→ **EXERCISE DETAILS**
In the entries below, how many lines hold the string "page"? Answer with the number only.

Saved entries
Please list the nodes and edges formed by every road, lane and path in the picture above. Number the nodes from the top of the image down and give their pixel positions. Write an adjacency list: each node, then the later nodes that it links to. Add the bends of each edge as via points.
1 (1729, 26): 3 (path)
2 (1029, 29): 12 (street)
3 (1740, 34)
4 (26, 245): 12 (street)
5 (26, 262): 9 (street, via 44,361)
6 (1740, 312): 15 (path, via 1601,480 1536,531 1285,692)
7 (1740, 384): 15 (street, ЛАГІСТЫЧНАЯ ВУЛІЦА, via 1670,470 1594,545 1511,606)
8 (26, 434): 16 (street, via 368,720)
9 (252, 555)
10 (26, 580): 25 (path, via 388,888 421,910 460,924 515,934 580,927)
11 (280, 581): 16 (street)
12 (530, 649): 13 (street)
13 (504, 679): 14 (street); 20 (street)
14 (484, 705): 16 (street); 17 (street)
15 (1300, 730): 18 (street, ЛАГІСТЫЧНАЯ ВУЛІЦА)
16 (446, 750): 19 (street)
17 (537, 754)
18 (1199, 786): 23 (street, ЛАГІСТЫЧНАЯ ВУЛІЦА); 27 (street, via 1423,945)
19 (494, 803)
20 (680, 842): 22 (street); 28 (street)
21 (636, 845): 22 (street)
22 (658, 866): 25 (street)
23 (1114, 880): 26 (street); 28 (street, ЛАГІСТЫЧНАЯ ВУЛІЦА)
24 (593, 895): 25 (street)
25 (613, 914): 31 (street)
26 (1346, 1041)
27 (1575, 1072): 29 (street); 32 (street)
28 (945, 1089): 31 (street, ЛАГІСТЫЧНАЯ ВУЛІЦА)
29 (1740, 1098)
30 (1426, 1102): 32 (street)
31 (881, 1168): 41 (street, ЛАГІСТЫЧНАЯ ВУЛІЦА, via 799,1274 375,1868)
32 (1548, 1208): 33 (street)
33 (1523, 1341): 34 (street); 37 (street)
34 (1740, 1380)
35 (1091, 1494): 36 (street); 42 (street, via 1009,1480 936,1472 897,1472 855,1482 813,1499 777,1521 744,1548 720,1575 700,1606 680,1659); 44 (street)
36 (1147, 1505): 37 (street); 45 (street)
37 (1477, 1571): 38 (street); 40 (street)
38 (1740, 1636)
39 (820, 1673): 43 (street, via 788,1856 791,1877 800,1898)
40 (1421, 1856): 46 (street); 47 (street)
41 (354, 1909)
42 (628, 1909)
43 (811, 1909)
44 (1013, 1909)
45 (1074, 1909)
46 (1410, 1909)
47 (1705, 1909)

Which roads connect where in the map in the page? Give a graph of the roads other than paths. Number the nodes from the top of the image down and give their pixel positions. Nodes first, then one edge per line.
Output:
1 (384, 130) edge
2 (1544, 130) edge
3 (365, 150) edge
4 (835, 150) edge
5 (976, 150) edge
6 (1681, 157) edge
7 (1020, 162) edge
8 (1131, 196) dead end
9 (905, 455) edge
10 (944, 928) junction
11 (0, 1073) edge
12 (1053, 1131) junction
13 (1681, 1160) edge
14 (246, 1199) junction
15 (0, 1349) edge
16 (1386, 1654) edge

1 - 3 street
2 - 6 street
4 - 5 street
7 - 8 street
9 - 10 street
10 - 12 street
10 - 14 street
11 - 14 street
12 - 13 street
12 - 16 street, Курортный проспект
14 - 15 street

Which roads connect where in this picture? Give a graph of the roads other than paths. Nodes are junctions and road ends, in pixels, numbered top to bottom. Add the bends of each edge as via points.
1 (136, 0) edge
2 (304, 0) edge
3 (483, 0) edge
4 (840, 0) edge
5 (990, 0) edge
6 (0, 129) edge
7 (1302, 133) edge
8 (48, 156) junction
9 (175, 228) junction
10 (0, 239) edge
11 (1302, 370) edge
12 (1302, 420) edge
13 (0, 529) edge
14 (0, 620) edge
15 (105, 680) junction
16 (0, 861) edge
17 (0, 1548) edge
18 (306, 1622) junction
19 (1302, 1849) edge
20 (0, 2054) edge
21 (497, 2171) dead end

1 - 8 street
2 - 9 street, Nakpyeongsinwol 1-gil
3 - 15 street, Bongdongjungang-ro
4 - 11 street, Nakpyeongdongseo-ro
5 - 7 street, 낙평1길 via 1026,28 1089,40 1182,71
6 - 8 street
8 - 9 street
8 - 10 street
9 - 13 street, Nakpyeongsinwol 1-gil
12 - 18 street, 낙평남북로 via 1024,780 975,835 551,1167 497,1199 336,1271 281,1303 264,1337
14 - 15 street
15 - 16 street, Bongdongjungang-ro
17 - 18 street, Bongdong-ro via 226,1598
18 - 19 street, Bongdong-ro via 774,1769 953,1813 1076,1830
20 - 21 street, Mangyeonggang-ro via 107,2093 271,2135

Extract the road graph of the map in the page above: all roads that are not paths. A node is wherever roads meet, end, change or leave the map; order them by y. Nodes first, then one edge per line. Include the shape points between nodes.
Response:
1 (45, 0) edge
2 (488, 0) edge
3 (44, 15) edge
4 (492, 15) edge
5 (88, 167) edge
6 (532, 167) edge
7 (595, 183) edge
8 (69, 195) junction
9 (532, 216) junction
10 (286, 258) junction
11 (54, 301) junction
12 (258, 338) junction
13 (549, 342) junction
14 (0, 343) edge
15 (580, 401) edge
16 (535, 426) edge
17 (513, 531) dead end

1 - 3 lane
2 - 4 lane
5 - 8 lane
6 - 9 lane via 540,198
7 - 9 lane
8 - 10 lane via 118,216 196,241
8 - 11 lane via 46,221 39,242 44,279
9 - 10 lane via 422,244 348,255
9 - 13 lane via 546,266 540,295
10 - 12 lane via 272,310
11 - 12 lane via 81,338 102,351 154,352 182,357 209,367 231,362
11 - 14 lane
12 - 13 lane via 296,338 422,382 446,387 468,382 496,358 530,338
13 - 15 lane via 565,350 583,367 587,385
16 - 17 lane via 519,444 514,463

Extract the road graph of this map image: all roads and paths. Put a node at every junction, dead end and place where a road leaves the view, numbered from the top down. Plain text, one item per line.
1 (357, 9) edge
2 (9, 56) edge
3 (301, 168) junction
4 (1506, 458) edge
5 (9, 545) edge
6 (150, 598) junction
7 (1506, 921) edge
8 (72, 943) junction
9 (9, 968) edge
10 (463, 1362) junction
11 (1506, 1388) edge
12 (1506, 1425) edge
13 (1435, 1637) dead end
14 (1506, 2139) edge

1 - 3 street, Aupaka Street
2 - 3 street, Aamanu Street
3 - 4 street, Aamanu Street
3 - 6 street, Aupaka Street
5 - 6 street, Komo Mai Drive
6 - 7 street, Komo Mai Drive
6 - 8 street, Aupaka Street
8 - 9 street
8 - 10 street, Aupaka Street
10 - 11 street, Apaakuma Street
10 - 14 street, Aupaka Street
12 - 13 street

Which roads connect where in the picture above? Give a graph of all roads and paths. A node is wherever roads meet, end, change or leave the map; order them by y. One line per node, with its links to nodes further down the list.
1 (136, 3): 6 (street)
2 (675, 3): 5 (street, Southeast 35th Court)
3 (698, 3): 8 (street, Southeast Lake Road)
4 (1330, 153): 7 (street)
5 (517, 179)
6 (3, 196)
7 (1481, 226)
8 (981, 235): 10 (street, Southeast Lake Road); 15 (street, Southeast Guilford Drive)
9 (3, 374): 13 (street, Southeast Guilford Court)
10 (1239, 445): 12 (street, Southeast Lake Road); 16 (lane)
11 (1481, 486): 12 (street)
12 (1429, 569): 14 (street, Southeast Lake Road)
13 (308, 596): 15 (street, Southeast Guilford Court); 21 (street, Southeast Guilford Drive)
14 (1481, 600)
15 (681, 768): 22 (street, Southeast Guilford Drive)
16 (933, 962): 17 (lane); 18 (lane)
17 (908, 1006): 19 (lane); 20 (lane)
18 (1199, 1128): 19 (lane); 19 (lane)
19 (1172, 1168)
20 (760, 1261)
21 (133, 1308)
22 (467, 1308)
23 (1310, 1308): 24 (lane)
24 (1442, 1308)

→ **SOLUTION FOR THIS EXERCISE**
2